TPTTradisional

Sarung Batik Printing Meramaikan Gaya Bersarung Kaum Milenial

BULETIN TEKSTIL.COM/ Jakarta – Tanggal 3 Maret ini kita kembali memperingati Hari Sarung yang pada tahun 2019 lalu telah dicanangkan pemerintah bahwa Indonesia memiliki busana dalam bentuk sarung perlu diakuisisi sebagai busana nasional. Pernah ditulis dimedia, bahwa sarung selama ini nasibnya memang belum sebaik batik, padahal dua-duanya merupakan kekayaan budaya kita sejak dahulu kala.

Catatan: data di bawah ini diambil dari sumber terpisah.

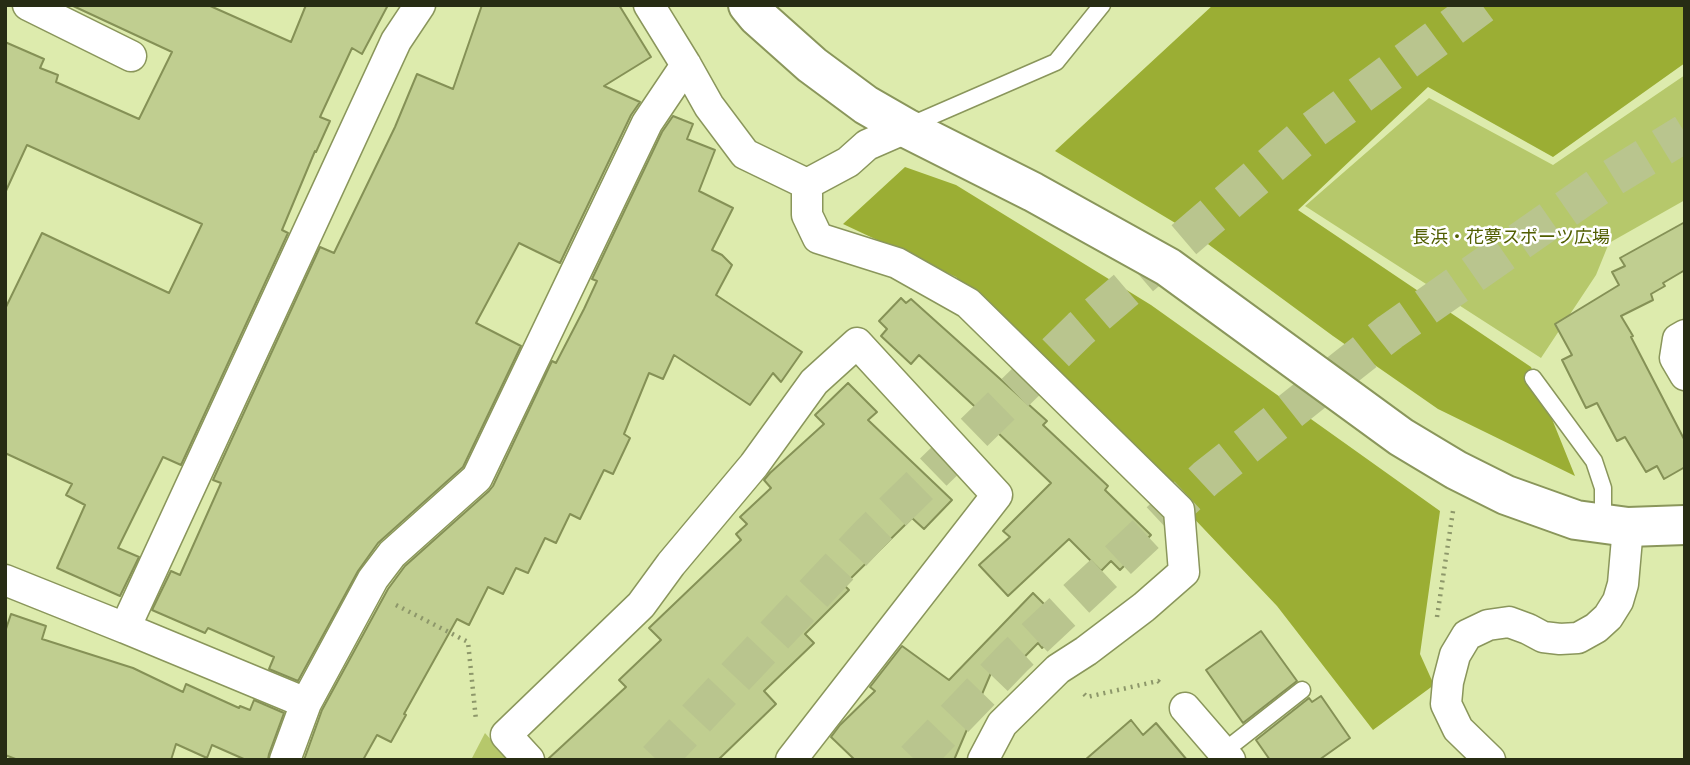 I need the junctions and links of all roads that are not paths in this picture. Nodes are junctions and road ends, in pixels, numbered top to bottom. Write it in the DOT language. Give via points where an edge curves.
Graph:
graph roads {
  1 [pos="28,5"];
  2 [pos="420,5"];
  3 [pos="649,5"];
  4 [pos="748,5"];
  5 [pos="1102,5"];
  6 [pos="131,56"];
  7 [pos="686,65"];
  8 [pos="906,128"];
  9 [pos="807,184"];
  10 [pos="1685,335"];
  11 [pos="1685,375"];
  12 [pos="1533,378"];
  13 [pos="1615,525"];
  14 [pos="1685,525"];
  15 [pos="5,580"];
  16 [pos="125,628"];
  17 [pos="1302,690"];
  18 [pos="306,703"];
  19 [pos="1185,708"];
  20 [pos="1227,756"];
  21 [pos="285,760"];
  22 [pos="529,760"];
  23 [pos="791,760"];
  24 [pos="983,760"];
  25 [pos="1490,760"];
  1 -- 6 [label="street"];
  2 -- 16 [label="street" via="396,41"];
  3 -- 7 [label="street"];
  4 -- 8 [label="street" via="812,65"];
  5 -- 8 [label="lane" via="1056,62"];
  7 -- 9 [label="street" via="745,154"];
  7 -- 18 [label="street" via="647,123 477,478 392,554 366,591"];
  8 -- 9 [label="street" via="867,145 848,162"];
  8 -- 13 [label="street" via="1168,267 1401,437 1456,470 1506,495 1576,520"];
  9 -- 24 [label="street" via="807,215 818,238 897,263 968,303 1179,510 1184,572 1058,669 1002,724"];
  10 -- 11 [label="street" via="1678,339 1675,358"];
  12 -- 13 [label="lane" via="1594,461"];
  13 -- 14 [label="street"];
  13 -- 25 [label="street" via="1623,584 1618,601 1596,628 1578,638 1560,639 1509,622 1488,625 1467,635 1455,655 1447,705 1458,729"];
  15 -- 16 [label="street"];
  16 -- 18 [label="street"];
  17 -- 20 [label="lane"];
  18 -- 21 [label="street"];
  19 -- 20 [label="street"];
  22 -- 23 [label="street" via="506,735 641,605 814,382 857,343 997,495"];
}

Kali ini saya ingin mengangkat topik tentang sarung batik, yaitu kain sarung yang memiliki motif batik, bukan sekedar motif palekat yang diperoleh dari efek warna-warni benang tenun. Mungkin ada kejenuhan mengapa sarung palekat bukan pilihan paling atas pada motif sarung yang diminati kaum millenial. Sementara kaum kolonial justru merasa kurang pas kalau sarungnya terlalu out of the box, jadi merekalah konsumen motif palekat yang paling dominan. Bahkan motif-motif yang diambil dari motif tenun tradisionalpun dipilih sebagai sarung kondangan karena biasanya dirasa terlalu “mewah’ dan “ramai”.

Sarung batik munculnya dari daerah pembatikan pesisiran, yang merupakan pengembangan dari batik pesisiran. Batik pesisiran memiliki pola khas yang dapat saya gambarkan seperti bagan seperti ini.

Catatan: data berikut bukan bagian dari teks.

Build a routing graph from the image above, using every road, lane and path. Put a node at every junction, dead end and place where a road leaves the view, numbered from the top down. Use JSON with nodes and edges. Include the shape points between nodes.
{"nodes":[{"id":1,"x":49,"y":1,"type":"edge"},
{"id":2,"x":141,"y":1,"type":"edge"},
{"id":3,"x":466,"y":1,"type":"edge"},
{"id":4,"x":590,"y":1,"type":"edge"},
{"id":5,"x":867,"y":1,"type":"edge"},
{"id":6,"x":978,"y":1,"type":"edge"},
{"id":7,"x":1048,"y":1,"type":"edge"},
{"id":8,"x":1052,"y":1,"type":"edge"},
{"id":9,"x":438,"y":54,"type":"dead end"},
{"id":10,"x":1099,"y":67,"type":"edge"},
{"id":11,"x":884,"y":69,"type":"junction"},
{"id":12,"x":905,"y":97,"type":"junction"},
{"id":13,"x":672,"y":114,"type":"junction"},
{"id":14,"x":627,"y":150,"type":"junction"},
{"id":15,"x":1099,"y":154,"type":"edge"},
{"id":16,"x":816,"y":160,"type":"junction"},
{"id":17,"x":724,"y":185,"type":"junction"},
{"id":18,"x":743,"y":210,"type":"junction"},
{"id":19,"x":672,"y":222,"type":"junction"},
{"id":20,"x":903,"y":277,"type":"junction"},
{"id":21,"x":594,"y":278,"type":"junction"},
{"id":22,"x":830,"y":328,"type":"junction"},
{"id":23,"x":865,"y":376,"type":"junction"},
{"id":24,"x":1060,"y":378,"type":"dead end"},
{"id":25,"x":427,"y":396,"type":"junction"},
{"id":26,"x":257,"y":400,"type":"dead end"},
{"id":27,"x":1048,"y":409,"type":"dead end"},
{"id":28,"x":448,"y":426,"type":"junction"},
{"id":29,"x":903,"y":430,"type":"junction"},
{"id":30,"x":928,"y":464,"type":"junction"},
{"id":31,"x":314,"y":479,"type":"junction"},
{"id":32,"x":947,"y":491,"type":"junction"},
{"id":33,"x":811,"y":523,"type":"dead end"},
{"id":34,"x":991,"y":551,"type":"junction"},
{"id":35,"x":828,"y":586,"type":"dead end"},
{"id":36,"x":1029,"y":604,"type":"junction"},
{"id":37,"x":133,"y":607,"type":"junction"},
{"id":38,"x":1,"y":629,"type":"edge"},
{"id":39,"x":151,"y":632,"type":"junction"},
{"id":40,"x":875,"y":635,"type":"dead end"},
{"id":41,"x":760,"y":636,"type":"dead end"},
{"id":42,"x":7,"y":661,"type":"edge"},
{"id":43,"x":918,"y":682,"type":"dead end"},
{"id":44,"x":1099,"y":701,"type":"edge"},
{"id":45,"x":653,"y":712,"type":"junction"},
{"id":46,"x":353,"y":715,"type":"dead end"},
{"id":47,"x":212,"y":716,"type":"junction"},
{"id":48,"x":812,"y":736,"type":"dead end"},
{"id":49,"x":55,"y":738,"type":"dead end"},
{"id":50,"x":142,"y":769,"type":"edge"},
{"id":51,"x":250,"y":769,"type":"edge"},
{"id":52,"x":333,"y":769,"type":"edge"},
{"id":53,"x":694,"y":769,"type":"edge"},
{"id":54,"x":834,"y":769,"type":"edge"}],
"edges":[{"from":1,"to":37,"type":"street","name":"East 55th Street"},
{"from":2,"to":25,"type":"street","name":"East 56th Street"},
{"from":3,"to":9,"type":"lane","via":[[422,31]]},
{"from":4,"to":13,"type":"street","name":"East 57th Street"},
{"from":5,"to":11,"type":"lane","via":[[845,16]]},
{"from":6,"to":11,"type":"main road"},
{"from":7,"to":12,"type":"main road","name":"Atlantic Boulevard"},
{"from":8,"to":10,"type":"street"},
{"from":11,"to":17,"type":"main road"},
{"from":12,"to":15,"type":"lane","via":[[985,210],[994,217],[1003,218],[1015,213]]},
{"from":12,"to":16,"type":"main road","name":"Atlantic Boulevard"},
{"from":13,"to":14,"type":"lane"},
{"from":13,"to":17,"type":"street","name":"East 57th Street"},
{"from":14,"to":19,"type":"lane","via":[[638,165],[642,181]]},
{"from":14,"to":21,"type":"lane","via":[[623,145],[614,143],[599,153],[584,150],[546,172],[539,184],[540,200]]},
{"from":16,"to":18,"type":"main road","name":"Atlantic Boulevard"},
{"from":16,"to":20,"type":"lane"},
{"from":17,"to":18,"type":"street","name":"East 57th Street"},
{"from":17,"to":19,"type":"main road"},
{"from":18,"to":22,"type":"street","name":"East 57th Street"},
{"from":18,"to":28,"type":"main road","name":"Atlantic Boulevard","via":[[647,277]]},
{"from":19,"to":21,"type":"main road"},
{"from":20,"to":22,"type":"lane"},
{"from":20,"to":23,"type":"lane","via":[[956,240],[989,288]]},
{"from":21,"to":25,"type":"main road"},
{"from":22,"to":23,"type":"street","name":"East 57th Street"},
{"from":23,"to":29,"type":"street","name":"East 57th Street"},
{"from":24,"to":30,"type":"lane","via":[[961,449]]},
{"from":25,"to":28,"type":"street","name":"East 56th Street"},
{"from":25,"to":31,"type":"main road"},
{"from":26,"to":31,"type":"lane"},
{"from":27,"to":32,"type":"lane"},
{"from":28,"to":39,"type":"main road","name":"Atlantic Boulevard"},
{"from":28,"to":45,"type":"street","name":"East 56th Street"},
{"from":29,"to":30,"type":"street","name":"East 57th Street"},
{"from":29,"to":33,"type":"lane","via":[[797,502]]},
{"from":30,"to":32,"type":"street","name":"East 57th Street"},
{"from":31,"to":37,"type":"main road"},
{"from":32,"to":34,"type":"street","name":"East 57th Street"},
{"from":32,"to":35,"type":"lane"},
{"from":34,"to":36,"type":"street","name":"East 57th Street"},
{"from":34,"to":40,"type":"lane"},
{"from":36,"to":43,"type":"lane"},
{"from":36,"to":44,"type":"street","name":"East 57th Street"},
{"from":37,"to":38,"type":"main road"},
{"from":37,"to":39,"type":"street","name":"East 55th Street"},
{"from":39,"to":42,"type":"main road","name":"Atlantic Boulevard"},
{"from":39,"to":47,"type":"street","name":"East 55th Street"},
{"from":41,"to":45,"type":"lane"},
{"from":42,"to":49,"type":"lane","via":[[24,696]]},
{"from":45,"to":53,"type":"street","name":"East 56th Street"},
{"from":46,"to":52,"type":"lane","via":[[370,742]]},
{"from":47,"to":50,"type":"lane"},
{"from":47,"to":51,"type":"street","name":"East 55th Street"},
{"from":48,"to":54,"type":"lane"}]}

Bagian kepala kanan yang merupakan bagian berbeda yang paling lebar dan menyolok difungsikan sebagai Tumpal

Ketika kain batik tersebut dipakai wanita pada gambar diatas, maka kain ini disebut juga sarung. Pada sarung wanita kedua ujung kain seringkali tidak perlu dijahit, dan bagian kepala dan papan diletakkan didepan. Ini yang membedakan dengan kain batik klasik yang dalam pemakaiannya perlu di wiru, sedang batik pesisiran tidak.

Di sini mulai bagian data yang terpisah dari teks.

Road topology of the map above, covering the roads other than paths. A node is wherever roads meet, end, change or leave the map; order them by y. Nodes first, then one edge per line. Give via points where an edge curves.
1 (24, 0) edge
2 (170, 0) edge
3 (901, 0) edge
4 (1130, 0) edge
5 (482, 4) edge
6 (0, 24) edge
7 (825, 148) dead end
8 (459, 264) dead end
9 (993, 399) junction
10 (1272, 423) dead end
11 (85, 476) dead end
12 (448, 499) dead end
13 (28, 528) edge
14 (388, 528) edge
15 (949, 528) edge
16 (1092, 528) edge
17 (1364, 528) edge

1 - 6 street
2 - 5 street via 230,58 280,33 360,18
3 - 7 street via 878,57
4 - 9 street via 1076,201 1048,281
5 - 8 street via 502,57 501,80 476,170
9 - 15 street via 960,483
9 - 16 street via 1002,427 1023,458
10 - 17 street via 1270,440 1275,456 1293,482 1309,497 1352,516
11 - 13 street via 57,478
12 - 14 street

Ketika batik pesisiran dikembangkan menjadi sarung batik untuk pria, maka pola kepala diletakkan di bagian belakang, sedang kedua ujung kain ini dijahit membentuk tabung. Sketsa bagan dari motif batik sarung batik menjadi sebagai berikut.

Beberapa sketsa ini saya ambil dari buku saya “Sarung Tenun Indonesia, Warisan Budaya Bangsa

Kemunculan Sarung Batik

Kemunculan Sarung Batik erat kaitannya dengan penyebaran agama Islam di daerah Tegalsari, Ponorogo. Ada sebuah pesantren yang diasuh Kyai Kasan Besari (Hasan Basri) atau dikenal dengan sebutan Kyai Agung Tegalsari. Beliau selain mengajarkan Agama Islam juga mengajarkan ilmu ketatanegaraan, ilmu perang dan kesusteraan. Karena kesolehan dan kearifannya, Kyai Kasan Besari diambil menantu oleh raja Keraton Solo (versi cerita ini sangat beragam). Ketika Puteri Kraton Solo menjadi isteri Kyai, diboyong ke Tegalsari diikuti para pengiring yang beberapa diantaranya adalah pembatik kraton. Mereka itulah yang membawa ketrampilan membatik ke Ponorogo. Dari sinilah kalangan pesantren Tegal sari mulai menyukai sarung yang semula hanya bercorak palekat menjadi motif batik. Mengingat saat itu, kalangan diluar kraton lebih banyak mengkonsumi batik motif pesisiran, maka sarung batik itu mengikuti pola pesisiran, dimana tumpal sarung diletakkan pada bagian belakang dan tanpa diberi tumpal kepala sebelah kiri, karena bagian ini akan dijahit berbentuk tabung (lihat bagan sarung).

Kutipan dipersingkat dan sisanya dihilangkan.